Burrowing Bunnies in Wales Unearth Trove of Prehistoric Artifacts

Rabbits on Skokholm Island discovered Stone Age tools and fragments of a Bronze Age cremation urn

burrow
The site of the rabbit burrow has apparently been occupied by different groups over the millennia. Richard Brown and Giselle Eagle / WTSWW

Scholars studying prehistoric life in Wales recently got an assist from an unexpected source. As Steven Morris reports for the Guardian, rabbits making a burrow on Skokholm Island, two miles off the coast of the southwest county of Pembrokeshire, dug up two Stone Age tools, as well as early Bronze Age pottery shards.

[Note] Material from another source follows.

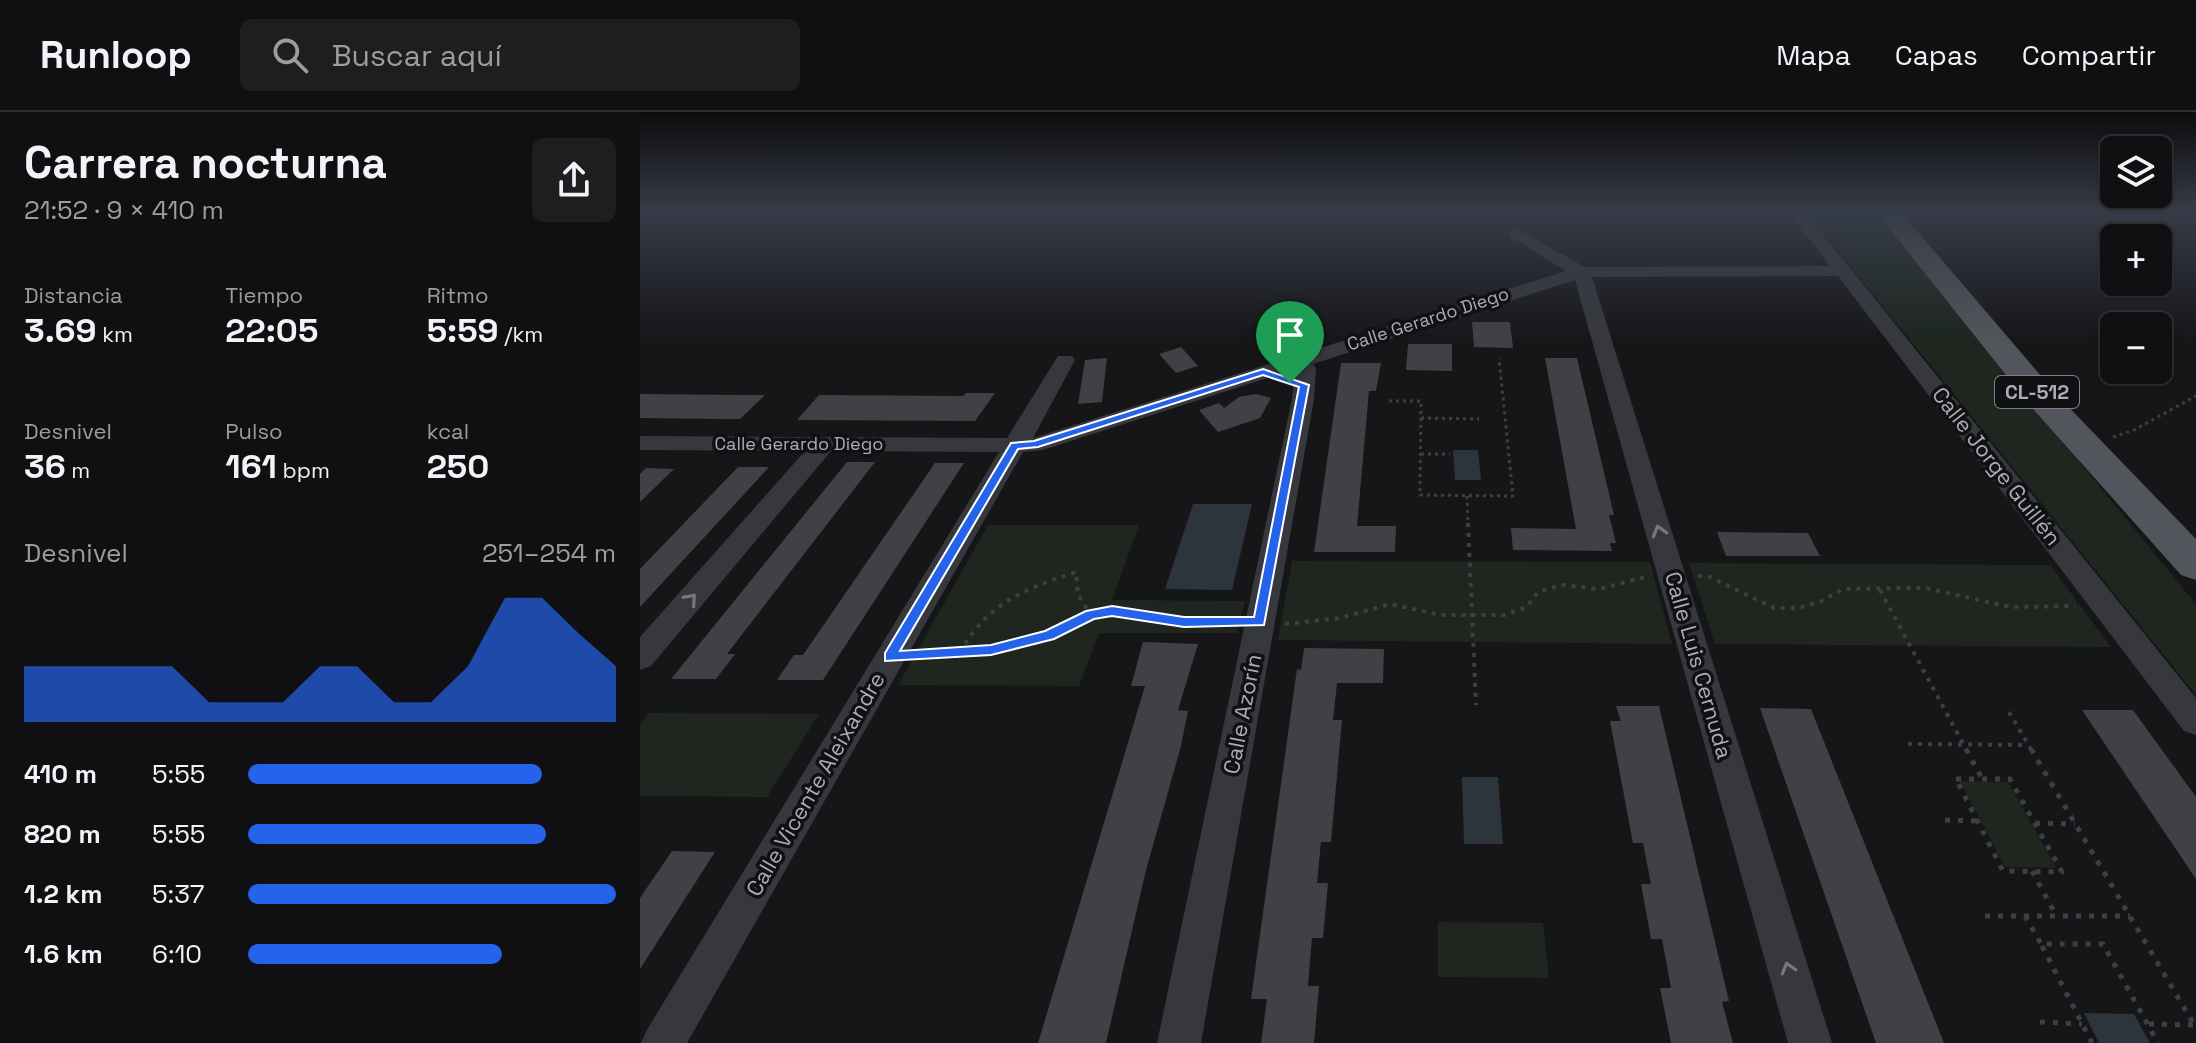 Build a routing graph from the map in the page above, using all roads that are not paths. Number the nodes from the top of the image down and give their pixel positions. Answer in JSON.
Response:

Richard Brown and Giselle Eagle, seabird experts who serve as wardens of the otherwise uninhabited island, spotted the objects and sent photographs of them to archaeological researchers. Looking at an image of one of the artifacts, Andrew David, an expert in prehistoric tools, identified it as a 6,000- to 9,000-year-old Mesolithic beveled pebble that was likely used to make seal skin–clad boats or prepare shellfish.

“Although these types of tools are well known on coastal sites on mainland Pembrokeshire and Cornwall, as well into Scotland and northern France, this is the first example from Skokholm, and the first firm evidence for Late Mesolithic occupation on the island,” says David in a statement.

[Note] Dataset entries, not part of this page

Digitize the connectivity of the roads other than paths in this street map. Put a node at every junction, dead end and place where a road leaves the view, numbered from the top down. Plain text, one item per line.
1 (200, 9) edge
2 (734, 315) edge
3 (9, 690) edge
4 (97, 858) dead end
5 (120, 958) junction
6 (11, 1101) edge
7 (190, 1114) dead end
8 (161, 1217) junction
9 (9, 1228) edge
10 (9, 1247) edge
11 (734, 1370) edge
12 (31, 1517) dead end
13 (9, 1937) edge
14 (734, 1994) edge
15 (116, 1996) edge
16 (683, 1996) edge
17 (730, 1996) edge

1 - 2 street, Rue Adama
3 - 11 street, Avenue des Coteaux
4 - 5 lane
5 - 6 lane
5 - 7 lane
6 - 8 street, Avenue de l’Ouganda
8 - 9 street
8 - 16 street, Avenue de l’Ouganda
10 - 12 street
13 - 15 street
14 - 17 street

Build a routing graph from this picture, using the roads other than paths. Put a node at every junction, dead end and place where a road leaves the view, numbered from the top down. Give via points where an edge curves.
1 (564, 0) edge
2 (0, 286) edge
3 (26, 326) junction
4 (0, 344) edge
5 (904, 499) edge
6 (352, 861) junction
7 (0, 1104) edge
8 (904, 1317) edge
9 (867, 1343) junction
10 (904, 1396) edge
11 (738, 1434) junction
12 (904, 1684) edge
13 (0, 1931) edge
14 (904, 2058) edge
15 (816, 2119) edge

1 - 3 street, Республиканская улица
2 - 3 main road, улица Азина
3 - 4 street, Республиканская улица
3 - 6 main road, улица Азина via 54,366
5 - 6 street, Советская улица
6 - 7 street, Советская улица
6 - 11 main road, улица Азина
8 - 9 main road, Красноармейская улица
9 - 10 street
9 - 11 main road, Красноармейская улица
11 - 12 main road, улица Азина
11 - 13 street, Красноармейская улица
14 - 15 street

This Stone Age tool may have been used to make seal skin–clad boats. Richard Brown and Giselle Eagle / WTSWW
Decorated fragment of a 3,700-year-old early Bronze Age urn Richard Brown and Giselle Eagle / WTSWW

Per BBC News, Jody Deacon, archaeology curator for National Museum Wales, notes that the pottery shards came from a thick-walled pot probably used as a cremation urn some 3,750 years ago. Like the older beveled pebbles, these burial vessels are not unusual in west Wales but are the first artifacts of their kind found on the island.

Brown and Eagle first moved to the remote Celtic Sea island in 2013, as Neil Prior reported for BBC News at the time. Skokholm is part of the Wildlife Trust of South and West Wales, which purchased the island in 2006 for conservation as a national nature reserve.

Skokholm is normally open to a small number of overnight visitors interested in an off-the-grid nature experience, but during the pandemic, Brown and Eagle have been the only humans on the island. The two maintain a blog where they record wildlife observations and other happenings, including the recent finds.

Just one mile long and a half mile across at its widest point, Skokholm derives its Norse name, meaning “wooded island,” from the Vikings who settled there in the late 10th or early 11th century. Between the 14th and 16th centuries, the island served as a rabbit farm.

Aerial view of Skokholm Island
Aerial view of Skokholm Island © Crown: Cherish Project 2018

According to Medievalists.net’s Danièle Cybulskie, this was a common medieval use of small islands, where rabbits could be raised for their fur and meat while being better protected from predators than on the mainland. Skomer Island, also off the Pembrokeshire coast, is known for its plentiful rabbits, whose heritage dates back to medieval Norman rabbit farmers.

Toby Driver, an archaeologist at the Royal Commission Wales who has worked on previous surveys of the nearby islands of Skomer, Grassholm and Ramsey, says the rabbits appear to have stumbled onto an early Bronze Age burial mound built over a much earlier hunter-gatherer site.

“It’s a sheltered spot, where the island’s cottage now stands, and has clearly been settled for millennia,” he adds in the statement.

Researchers plan to carry out an archaeological survey of Skokholm later in 2021, once Covid-19 restrictions are lifted.

“We know from past aerial surveys and airborne laser scanning by the Royal Commission that Skokholm has the remains of some prehistoric fields and settlements, though none has ever been excavated,” says Toby in the statement. “Now Skokholm is producing some amazing prehistoric finds.”